Gordon Bishop's escapades are now fewer in number, yet his thirst for danger and the unknown is still ever present. Only a mere eight years ago, Bishop fathered his most precious insurrection yet. For more than 30 years, General Suharto was a ruthless dictator in Indonesia. Under his "New Order," a major censorship blockade was enforced on anything in print that slightly criticized him or his corrupt policies. The only real news concerning Indonesia was reported by foreign journalists and broadcasted or published in English. No Indonesian journalist dared to write in his own language, because he would immediately be arrested and jailed. The only counter weapon General Suharto could not control was the Internet, a medium too vast to dominate. In the summer of 1996, after being blacklisted from Indonesia as a threat to its dictatorship, Bishop bought a computer and began an online quest for news about the region. He found several intriguing articles, which he sent to a group of intimate friends, who in turn, sent to their friends. "It just grew organically like that," Bishop says. By pioneering the use of the Internet as a way to inform the people of Indonesia, a wave of disapproval swept over the country, and challenges to General Suharto's government finally surfaced. On May 21st of 1998, he was forced to resign, marking the end of an era, and the birth of the Joyo Indonesian News Service .
Bishop has managed to touch the hearts of those around him, just as he has influenced others who may be unknown to him. Steve Heller, Bishop's best friend since ninth grade, shows his appreciation for their friendship. "I have known Gordon for over 40 years. He is an exciting, poetic, exotic and artistic life explorer with a tremendous, compassionate heart that he is always ready to share. He has enriched my life, and that of others, in a multitude of ways." Heller is not the only one who has been stimulated by Bishop's immense vitality.

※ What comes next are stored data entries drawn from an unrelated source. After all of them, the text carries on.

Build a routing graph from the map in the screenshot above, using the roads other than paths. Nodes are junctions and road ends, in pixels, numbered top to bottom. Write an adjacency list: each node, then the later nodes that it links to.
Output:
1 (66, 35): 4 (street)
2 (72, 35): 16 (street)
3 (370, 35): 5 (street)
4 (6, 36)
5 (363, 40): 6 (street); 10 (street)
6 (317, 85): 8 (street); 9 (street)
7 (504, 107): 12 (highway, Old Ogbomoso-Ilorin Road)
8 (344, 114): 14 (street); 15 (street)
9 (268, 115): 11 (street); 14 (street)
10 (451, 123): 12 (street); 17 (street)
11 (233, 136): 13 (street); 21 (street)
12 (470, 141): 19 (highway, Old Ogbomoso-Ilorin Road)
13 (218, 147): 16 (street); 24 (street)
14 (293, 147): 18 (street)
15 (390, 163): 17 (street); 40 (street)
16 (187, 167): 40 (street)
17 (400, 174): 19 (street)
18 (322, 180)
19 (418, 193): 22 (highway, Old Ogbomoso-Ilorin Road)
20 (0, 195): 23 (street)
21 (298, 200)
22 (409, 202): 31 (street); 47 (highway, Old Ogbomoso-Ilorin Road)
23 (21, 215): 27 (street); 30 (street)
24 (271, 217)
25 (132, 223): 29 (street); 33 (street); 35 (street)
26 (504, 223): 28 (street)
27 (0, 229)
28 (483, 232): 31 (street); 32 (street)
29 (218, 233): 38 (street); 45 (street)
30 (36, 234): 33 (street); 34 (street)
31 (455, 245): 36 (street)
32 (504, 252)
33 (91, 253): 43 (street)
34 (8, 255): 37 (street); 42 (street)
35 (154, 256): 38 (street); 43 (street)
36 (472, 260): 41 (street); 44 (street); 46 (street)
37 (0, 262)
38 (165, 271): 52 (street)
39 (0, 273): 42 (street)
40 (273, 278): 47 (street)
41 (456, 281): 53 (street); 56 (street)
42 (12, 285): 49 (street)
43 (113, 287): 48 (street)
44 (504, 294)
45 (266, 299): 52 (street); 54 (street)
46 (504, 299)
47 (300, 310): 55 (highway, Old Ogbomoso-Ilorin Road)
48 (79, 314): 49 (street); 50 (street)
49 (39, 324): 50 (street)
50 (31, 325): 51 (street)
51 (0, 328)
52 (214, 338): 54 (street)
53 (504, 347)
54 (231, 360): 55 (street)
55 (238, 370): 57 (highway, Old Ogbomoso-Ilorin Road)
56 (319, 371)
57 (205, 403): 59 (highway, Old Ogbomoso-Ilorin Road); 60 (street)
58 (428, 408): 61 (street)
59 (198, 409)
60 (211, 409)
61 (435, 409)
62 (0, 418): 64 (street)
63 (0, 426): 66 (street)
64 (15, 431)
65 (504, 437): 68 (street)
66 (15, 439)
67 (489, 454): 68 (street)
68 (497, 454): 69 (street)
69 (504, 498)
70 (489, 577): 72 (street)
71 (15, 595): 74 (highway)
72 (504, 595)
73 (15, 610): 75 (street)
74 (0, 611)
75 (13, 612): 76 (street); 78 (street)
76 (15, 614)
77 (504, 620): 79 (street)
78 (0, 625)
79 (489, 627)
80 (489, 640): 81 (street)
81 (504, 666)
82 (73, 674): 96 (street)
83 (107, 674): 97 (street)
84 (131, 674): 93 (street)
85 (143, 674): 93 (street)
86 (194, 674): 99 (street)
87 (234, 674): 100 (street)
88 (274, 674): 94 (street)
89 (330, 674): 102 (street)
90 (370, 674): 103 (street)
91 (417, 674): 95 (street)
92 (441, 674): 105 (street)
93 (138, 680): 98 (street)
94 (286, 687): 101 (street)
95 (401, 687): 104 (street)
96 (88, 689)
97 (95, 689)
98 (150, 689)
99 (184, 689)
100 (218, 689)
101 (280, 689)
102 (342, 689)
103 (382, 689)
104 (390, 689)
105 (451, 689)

"All my life, my dad has been my source of inspiration," Naomi says. "Aside from providing me with immense, unconditional love, he has ingrained within me a certain sense of curiosity, a thirst for culture, knowledge and beauty. He has compelled me to fight for injustices and has ignited a yearning to help those less fortunate than myself. Moreover, he has taught me to channel my strengths, struggles and experiences into art."
Now standing within the chaos of the living room, Gordon Bishop readjusts his beret and moves toward the kitchen. It is the night before Passover and he is preparing a special dish called charoseth, made with apples, almonds, cinnamon, sugar and a sweet Jewish wine, Manischevitz. I ask him where he sees himself in ten years. He candidly responds, "I don't know, but I should have become a Buddhist monk." As he positions his hands in sign of a meditation prayer, he adds, "That would have reflected the changes I have been through, more than what I am now."